PolicyBrief
H.R. 2824
119th CongressApr 10th 2025
Employee Limits ON Profiteering Act
IN COMMITTEE

This Act prohibits the federal government from awarding contracts or grants to special government employees or their closely affiliated third parties, with an exception for those serving only on advisory committees.

Kathy Castor
D

Kathy Castor

Representative

FL-14

LEGISLATION

Ethics Bill Blocks Temporary Federal Employees and Their Businesses From Landing Government Contracts

The “Employee Limits ON Profiteering Act” is a straightforward bill designed to tighten up the ethical guardrails around temporary federal workers. Essentially, this legislation says that if you are a “special Government employee” (SGE), you and your closely tied businesses can’t receive a “Federal award”—which covers contracts, grants, or cooperative agreements—from the government you are advising.

Who Gets Cut Off?

This isn't aimed at full-time federal employees; it targets the SGEs defined under Title 18, Section 202 of the U.S. Code. These are typically experts brought in temporarily to consult or perform specific, short-term duties. The bill aims to prevent a situation where someone is advising the government on policy one day and then receiving a lucrative contract from that same agency the next. The prohibition extends to any “covered third party,” meaning your spouse, child, or general partner, as well as any organization where the SGE is an officer, director, or even an employee. If you’re a consultant serving the government part-time, your firm is now likely shut out of competing for federal contracts.

The Advisory Committee Carve-Out

There is one major exception, and it’s a big one: If the special Government employee only serves on an advisory committee—defined by Title 5, Section 1001—the prohibition doesn’t apply. They, and their businesses, can still pursue federal awards. This means that if you’re a CEO sitting on a panel that advises the Department of Energy on long-term strategy, you’re fine. But if you’re brought in for a specific, non-advisory task force for a few months, you and your business network are excluded from federal work.

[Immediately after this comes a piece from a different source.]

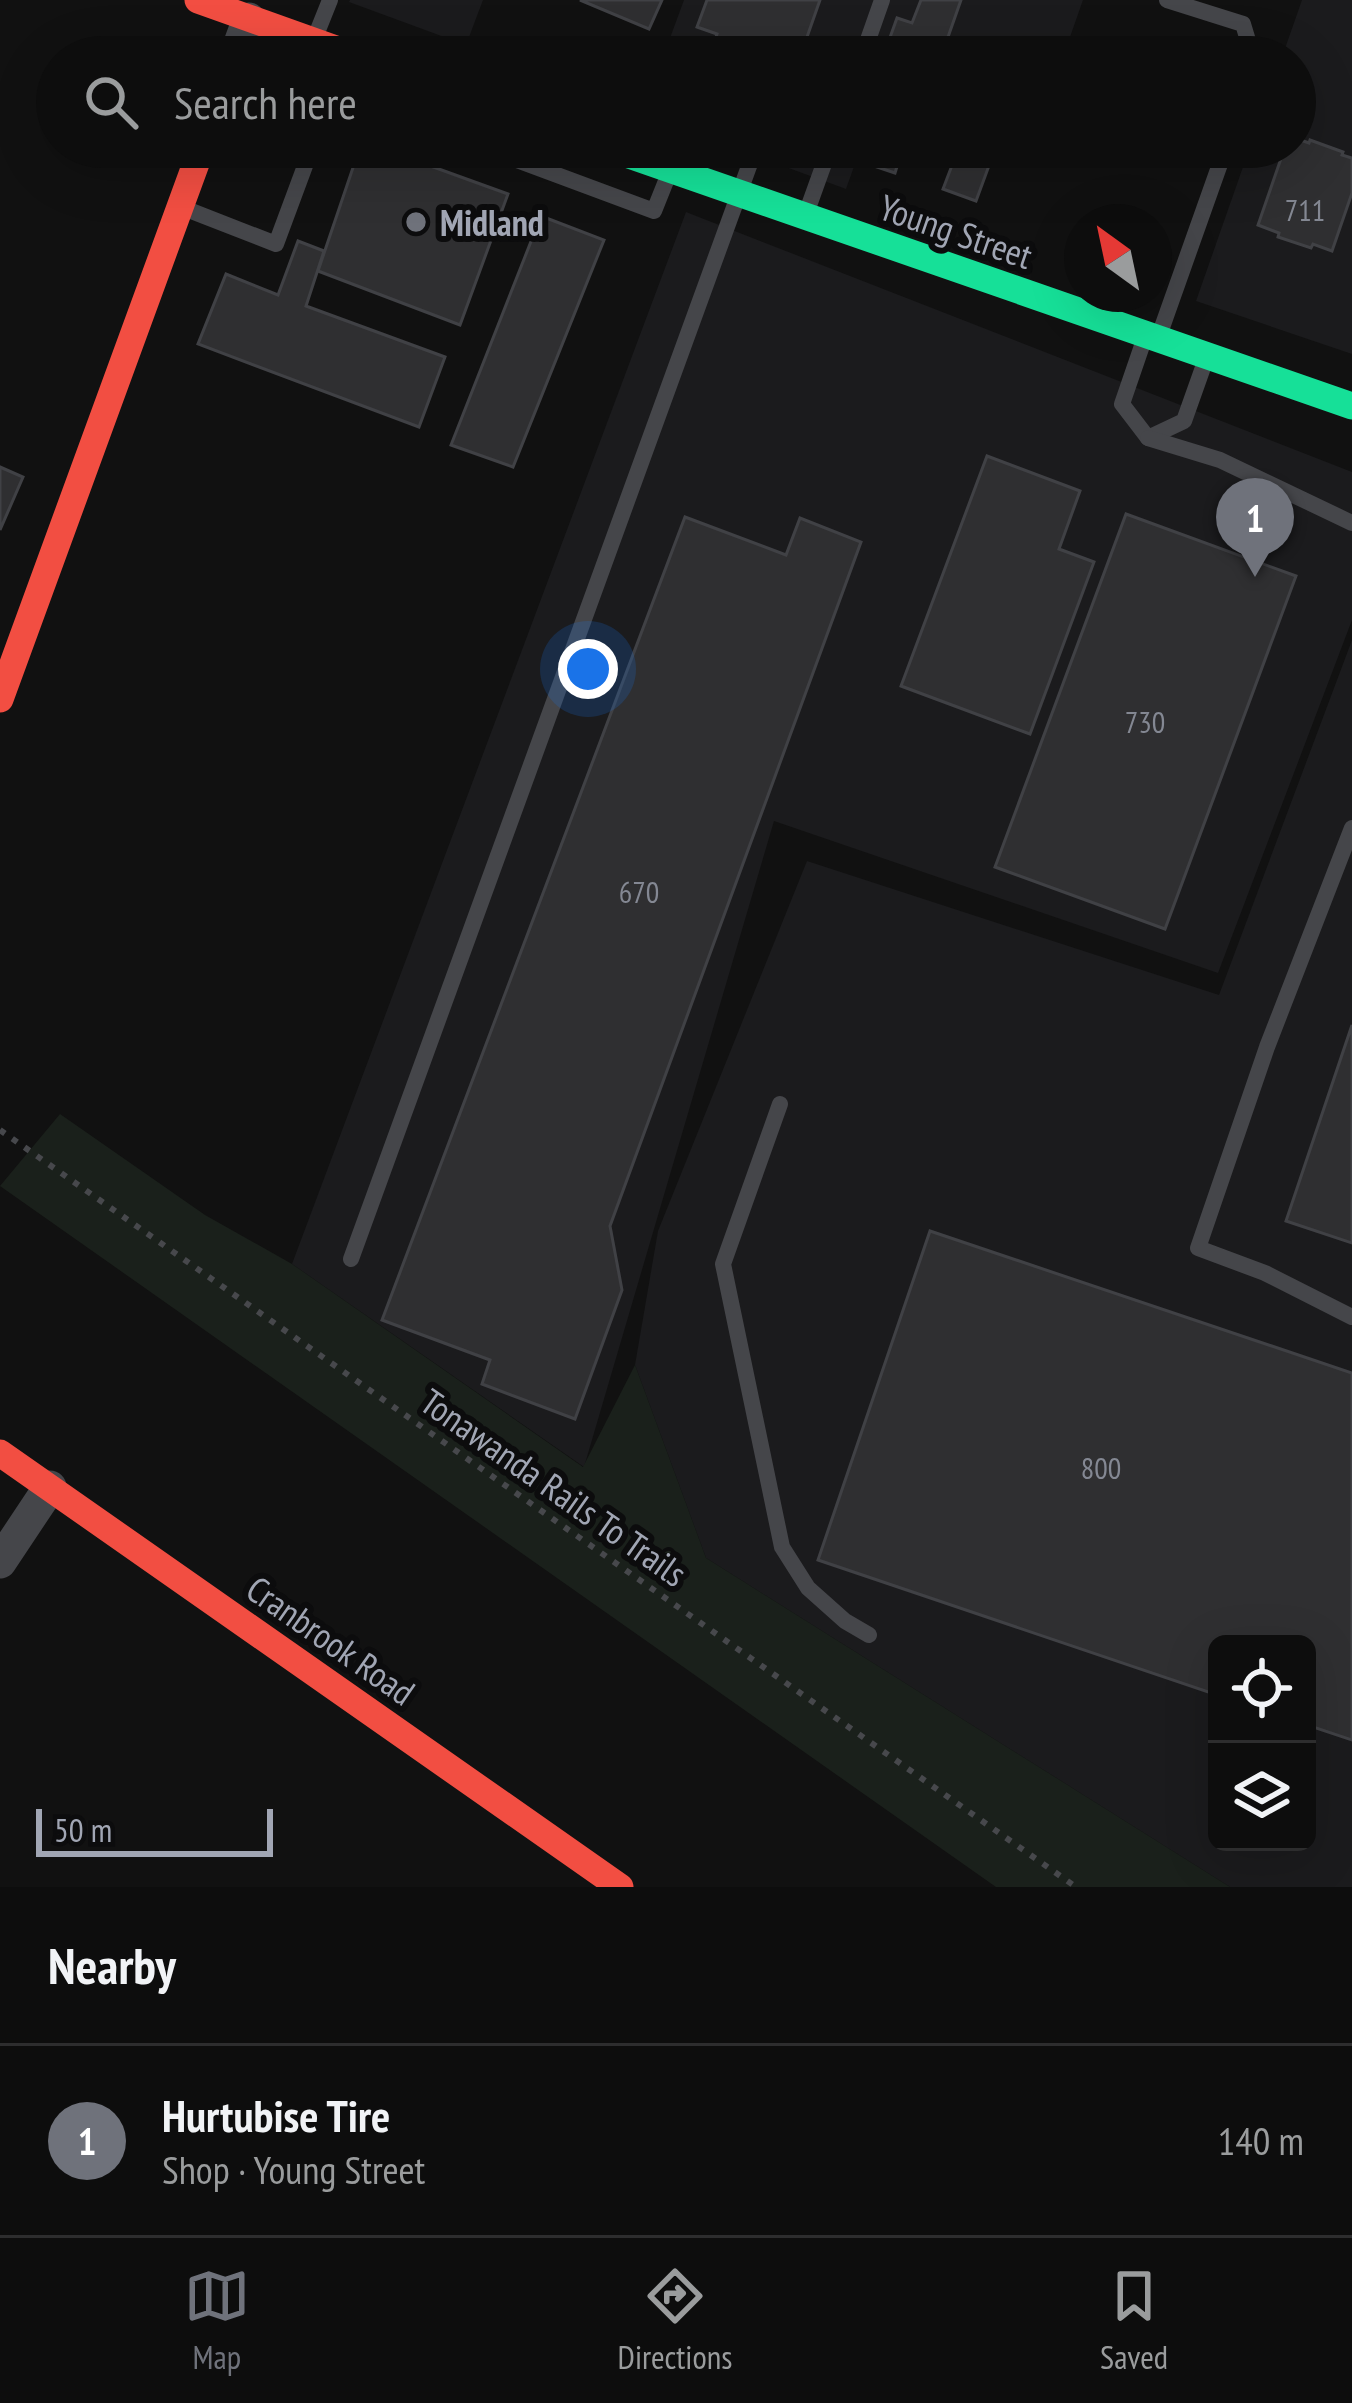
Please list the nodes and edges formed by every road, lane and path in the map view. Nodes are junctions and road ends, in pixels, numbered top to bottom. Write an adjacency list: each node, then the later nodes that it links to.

The Real-World Impact on Expertise

For the average taxpayer, this bill is a win for transparency, reducing the potential for conflicts of interest where temporary government advisors might steer policy to benefit their own bottom line. However, the cost might be access to top-tier expertise. The government often relies on SGEs who are leaders in their fields—like tech, engineering, or finance—who often run companies that are the very ones best suited to win federal contracts or grants. This law forces them to choose: serve the government in a non-advisory capacity, or keep their business eligible for federal funding. The law requires the Federal Acquisition Regulation (FAR), which governs all federal purchasing, to be updated within a brisk 60 days to reflect these new rules, which is a tight turnaround for such a complex change.